◆ TASK GOAL: The records sit below this line. Repeat all of them exactly.

◆ DATA EXTRACTS:
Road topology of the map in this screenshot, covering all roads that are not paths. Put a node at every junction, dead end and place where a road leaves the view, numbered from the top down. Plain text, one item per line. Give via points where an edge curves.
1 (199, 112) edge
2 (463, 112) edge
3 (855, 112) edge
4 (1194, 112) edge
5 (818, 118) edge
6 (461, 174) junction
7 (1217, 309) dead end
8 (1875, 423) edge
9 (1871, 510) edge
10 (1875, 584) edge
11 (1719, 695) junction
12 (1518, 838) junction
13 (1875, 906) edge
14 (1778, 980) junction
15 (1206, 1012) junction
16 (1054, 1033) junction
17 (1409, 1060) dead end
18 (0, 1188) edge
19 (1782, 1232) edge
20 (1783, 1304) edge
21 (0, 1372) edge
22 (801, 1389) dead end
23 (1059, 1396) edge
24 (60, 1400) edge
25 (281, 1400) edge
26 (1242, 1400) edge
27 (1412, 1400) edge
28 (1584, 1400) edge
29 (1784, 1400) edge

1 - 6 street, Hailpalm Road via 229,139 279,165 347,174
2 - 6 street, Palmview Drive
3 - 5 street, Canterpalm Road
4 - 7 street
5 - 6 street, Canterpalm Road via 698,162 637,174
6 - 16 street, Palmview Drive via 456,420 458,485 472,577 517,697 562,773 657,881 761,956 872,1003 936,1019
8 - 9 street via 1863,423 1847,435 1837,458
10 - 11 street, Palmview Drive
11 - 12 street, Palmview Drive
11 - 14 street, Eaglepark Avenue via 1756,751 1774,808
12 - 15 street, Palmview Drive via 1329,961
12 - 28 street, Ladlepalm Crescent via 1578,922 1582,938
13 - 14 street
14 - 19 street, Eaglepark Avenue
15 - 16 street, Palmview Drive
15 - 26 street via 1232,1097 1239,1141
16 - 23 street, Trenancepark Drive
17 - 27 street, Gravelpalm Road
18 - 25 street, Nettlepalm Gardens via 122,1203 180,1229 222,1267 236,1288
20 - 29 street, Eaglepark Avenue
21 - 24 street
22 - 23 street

◆ REPLY TO THE EXERCISE:
Road topology of the map in this screenshot, covering all roads that are not paths. Put a node at every junction, dead end and place where a road leaves the view, numbered from the top down. Plain text, one item per line. Give via points where an edge curves.
1 (199, 112) edge
2 (463, 112) edge
3 (855, 112) edge
4 (1194, 112) edge
5 (818, 118) edge
6 (461, 174) junction
7 (1217, 309) dead end
8 (1875, 423) edge
9 (1871, 510) edge
10 (1875, 584) edge
11 (1719, 695) junction
12 (1518, 838) junction
13 (1875, 906) edge
14 (1778, 980) junction
15 (1206, 1012) junction
16 (1054, 1033) junction
17 (1409, 1060) dead end
18 (0, 1188) edge
19 (1782, 1232) edge
20 (1783, 1304) edge
21 (0, 1372) edge
22 (801, 1389) dead end
23 (1059, 1396) edge
24 (60, 1400) edge
25 (281, 1400) edge
26 (1242, 1400) edge
27 (1412, 1400) edge
28 (1584, 1400) edge
29 (1784, 1400) edge

1 - 6 street, Hailpalm Road via 229,139 279,165 347,174
2 - 6 street, Palmview Drive
3 - 5 street, Canterpalm Road
4 - 7 street
5 - 6 street, Canterpalm Road via 698,162 637,174
6 - 16 street, Palmview Drive via 456,420 458,485 472,577 517,697 562,773 657,881 761,956 872,1003 936,1019
8 - 9 street via 1863,423 1847,435 1837,458
10 - 11 street, Palmview Drive
11 - 12 street, Palmview Drive
11 - 14 street, Eaglepark Avenue via 1756,751 1774,808
12 - 15 street, Palmview Drive via 1329,961
12 - 28 street, Ladlepalm Crescent via 1578,922 1582,938
13 - 14 street
14 - 19 street, Eaglepark Avenue
15 - 16 street, Palmview Drive
15 - 26 street via 1232,1097 1239,1141
16 - 23 street, Trenancepark Drive
17 - 27 street, Gravelpalm Road
18 - 25 street, Nettlepalm Gardens via 122,1203 180,1229 222,1267 236,1288
20 - 29 street, Eaglepark Avenue
21 - 24 street
22 - 23 street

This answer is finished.